“Students say Mexican food and sci-fi combo is racist” flashed across the screen on Fox News every hour two days after Stevenson College hosted an “intergalactic” themed college night, where sci-fi decorations lined the walls and Mexican food piled on students’ plates.
Comments about the event were far from few on social media platforms and local news stations. But the conversation that followed — students and newscasters debating the level of offensiveness — was irrelevant. The event offended students and was the result of an inappropriate decision made by organizers.
Cowell and Stevenson College Administrative Officer Carolyn Golz acted responsibly by sending out an apology email the day after the event. But acting responsibly is more complicated than blaming the organizers for their oversight and emphasizing that the connection between space aliens and Mexican food was unintentional.
Fox News political commentator Megyn Kelly criticized Golz, calling her a “moron,” but prefaced it with “all due respect” — a disingenuous attempt at masking an insult.
We are critical of Golz, but for differing reasons — not for sending the email, but for the contents and scope of it. The email apologized on behalf of the “program planners,” but didn’t offer much insight into how the decision was made.
She said the oversight was unintentional, but intentions do not make the action any less harmful. The email blames the organizers for cultural insensitivity and promises cultural competency training for future college night organizers. However, there are no details provided about what “training” would look like, nor a demonstrated understanding that cultural competency cannot be acquired through a single training, but a lifetime of practice.
Sent to only to Stevenson affiliates, the email should have gone to the entire student body. When students from all colleges are talking about it on Facebook, they should be made aware of the University’s response.
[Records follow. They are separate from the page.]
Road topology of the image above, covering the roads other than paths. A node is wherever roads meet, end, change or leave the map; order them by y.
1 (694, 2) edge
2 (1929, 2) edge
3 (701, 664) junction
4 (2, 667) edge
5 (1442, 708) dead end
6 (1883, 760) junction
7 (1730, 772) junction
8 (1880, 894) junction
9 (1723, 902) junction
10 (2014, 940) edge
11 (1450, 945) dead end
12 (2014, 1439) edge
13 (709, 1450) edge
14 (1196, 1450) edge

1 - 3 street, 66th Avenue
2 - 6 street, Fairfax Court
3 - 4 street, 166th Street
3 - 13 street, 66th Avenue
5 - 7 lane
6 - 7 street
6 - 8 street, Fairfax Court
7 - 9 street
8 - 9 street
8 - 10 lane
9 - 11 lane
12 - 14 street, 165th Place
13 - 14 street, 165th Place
While Stevenson has a deeper history of cultural insensitivity and racist incidents than the other colleges — most notably a student throwing a glass bottle at a group of high school students from underrepresented backgrounds during a student-initiated outreach weekend in 2001 and students tearing down signs with quotes from black leaders at the Rosa Parks African American Theme House (R.PAATH) this year — this event is a part of a larger issue on this campus.
Just one week after Stevenson’s college night, Kresge College hosted a Mexico-themed college night, again highlighting the lack of sensitivity around cultural appropriation. The email advertising the Mexico-themed night enticed students by describing the “native dishes” that were to be served during the dinner — carne asada, pork tamales and vegan fajitas were among the dishes listed.
Though Kresge’s efforts to serve authentic Mexican food might have been comforting to those who miss home-cooked meals, the ability to create a comfortable space was ruined when program staff decided to hand out sombreros and a piñata, minimizing Mexico to stereotypes and clichés.
The online comments regarding the “inter-galactic” college night were often abrasive and accusatory of overreaction and sensitivity surrounding the event. Many students called the connection far-fetched and name-called those who were offended by the connection.
This type of reaction shuts down conversations about the larger issue of the rights and realities of people who are undocumented. Few comments were about the use of the term “aliens” to describe people who are undocumented. Describing people as “illegal” still happens in mainstream media and in everyday conversations, but the commentary that followed largely derails a critical conversation about how to create conscientious dialogue around cultural sensitivity.
A 2012 poll by the National Hispanic Media Coalition and Latino Decisions found that 1 in 3 non-Latin@s* believe a majority of Latin@s are undocumented, when data shows that less than 20 percent of Latin@s in the U.S. are undocumented. Calling someone an “alien” or “illegal” is not just inaccurate. It dehumanizes and marginalizes an entire community.
When people use the term “illegal alien,” they are describing a person as illegal — a term that implies their presence is forbidden. Regardless of the legality of a given person’s actions, a person cannot be illegal.
Stevenson’s college night is just one ignorant incident highlighting why UC Santa Cruz staff needs to be more accountable and willing to have an honest conversation about race relations on this campus and the country as a whole.
*Latin@ is used to be inclusive of both males and females, as well as those who do not identify with the gender binary.